Putting “I” in an album title makes it personal. Colleen Green, 30, really wants to grow up, and she’s going to tell anyone who is willing to listen. She left the confines of her bedroom for a proper studio, and threw away her medical marijuana card. Green is using I Want to Grow Up as a vehicle for change in her life. There’s something brilliant in the way she has turned 10 diary entries into 10 earnest and endearing pop-punk tunes.
Green, who lives rent-free in her brother’s West L.A. apartment, books her own shows and designs her own merchandise, and based on her outlook on I Want to Grow Up, wants to be more responsible. She’s sick of being immature, insecure, self-absorbed, dumb, and numb. She’s also sick of being bored, and needs a schedule. “What’s going to become of my life,” Green wails on the opening title track of I Want to Grow Up. She ponders this thought, and the next nine tracks seem to lead Green down a yellow brick road of answers to her problems. Instead of being a teenage adult, Green is willing to accept the accountability of adulthood. Suffering from fluctuating muscle weakness and fatigue caused by autoimmune disease myasthenia gravis, I Want to Grow Up is a way for Green to move on from the demoralizing things in her life.

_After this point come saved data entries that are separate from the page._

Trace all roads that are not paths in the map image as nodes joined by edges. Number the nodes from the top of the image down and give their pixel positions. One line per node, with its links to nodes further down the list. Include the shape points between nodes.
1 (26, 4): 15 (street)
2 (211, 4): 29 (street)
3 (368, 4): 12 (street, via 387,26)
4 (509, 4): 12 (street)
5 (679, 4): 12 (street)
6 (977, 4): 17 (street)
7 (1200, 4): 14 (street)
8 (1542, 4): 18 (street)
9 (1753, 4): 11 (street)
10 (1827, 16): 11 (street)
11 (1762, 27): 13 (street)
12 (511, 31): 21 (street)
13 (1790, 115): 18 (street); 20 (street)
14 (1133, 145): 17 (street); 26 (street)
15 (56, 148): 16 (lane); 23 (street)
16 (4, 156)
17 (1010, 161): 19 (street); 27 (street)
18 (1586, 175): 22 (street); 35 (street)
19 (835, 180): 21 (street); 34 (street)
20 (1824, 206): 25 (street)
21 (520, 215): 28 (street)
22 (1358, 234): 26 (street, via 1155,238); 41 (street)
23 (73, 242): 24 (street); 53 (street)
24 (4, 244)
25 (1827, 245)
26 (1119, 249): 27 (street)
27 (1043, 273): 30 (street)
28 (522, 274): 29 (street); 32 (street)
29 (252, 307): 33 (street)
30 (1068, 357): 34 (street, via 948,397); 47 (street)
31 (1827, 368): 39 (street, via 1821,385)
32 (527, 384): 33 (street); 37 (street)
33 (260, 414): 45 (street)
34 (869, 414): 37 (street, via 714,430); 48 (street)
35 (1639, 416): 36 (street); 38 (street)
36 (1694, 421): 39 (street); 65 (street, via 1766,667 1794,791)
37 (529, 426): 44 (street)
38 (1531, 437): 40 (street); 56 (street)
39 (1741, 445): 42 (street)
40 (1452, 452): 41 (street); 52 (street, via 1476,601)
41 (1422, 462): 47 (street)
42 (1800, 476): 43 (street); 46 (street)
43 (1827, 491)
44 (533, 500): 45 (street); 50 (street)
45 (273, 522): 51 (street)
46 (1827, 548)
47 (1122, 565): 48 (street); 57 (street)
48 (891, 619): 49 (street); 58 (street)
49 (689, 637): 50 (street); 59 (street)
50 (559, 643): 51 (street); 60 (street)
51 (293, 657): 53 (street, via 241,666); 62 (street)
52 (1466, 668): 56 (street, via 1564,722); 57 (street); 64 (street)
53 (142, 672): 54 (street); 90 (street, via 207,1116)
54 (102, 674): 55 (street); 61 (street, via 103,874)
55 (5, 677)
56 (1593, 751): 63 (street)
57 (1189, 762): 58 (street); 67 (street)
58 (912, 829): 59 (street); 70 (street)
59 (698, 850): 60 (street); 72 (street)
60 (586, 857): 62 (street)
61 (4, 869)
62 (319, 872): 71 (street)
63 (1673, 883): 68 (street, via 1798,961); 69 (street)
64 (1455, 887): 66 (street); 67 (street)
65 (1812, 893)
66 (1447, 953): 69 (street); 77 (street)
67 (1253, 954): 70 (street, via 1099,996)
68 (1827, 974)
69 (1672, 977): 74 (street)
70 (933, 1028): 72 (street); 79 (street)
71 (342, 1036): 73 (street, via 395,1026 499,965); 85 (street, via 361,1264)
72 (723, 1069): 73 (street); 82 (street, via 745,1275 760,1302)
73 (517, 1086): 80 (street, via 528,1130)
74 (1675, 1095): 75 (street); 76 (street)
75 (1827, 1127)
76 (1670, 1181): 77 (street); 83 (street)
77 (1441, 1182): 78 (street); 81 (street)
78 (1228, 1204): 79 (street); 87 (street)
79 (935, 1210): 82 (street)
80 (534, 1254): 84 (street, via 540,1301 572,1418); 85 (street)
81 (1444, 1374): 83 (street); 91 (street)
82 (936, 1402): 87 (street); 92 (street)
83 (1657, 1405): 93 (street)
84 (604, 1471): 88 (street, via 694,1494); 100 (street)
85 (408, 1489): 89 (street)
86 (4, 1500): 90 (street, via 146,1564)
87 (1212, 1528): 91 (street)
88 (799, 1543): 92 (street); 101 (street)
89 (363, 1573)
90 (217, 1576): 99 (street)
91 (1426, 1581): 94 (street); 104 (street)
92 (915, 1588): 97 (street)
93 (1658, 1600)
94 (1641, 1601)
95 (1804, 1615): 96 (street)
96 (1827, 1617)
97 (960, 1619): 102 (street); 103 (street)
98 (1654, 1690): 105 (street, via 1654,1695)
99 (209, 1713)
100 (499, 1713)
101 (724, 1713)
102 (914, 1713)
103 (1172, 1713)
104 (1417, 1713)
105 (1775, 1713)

Navigating a battlefield of sentiment, Green says goodbye to a guy that may be prohibiting her growth (“Wild One”), pays homage to her friendly television (“TV”), contemplates biology (“Deeper Than Love”), needs a two-part suite to convince herself to stop doing drugs (“Things That Are Bad for Me”), and contemplates what a guy needs from her (“Some People”). Green is tackling mundane topics, but they’re unique to her, and her half-baked although somehow sprightly delivery would make Nathan Williams drool. Green’s growing pains and anxiety are fully realized on “Things That Are Bad for Me (Part II)”. “I wanna do drugs right now / I wanna get fucked up, I don’t care how / I wanna feel high right now,” Green reveals over a slow, feedback laden crawl; the tumbling drum roll and seething guitar solo is the stress reliever. I Want to Grow Up is also another nod to Descendents — Milo Goes to Compton was the first — but it also knocks against the SoCal punks. The album has two danceable groovers — “Deeper Than Love” and “Whatever I Want” — that add depth to Green’s fairly straightforward arrangements with bits of synthesizer and piano. “Deeper Than Love” is only threatening because the rest of the album is so cute.
Whether Green is fully grown up or not, her music is definitely headed in that direction, further away from her past homemade recordings that screamed of a juvenile distaste of fashion. Green may be scared of becoming an asshole, but higher production value and help from friends — JEFF the Brotherhood’s Jake Orrall and Diarrhea Planet’s Casey Weissbuch — have only made her punky pop tunes more likable. “My eyes opened up and now I see no limit / The world I live in is a design of my own” is Green’s most honest lyric on I Want to Grow Up, which is a record full of them. Green is cool for being anti-cool.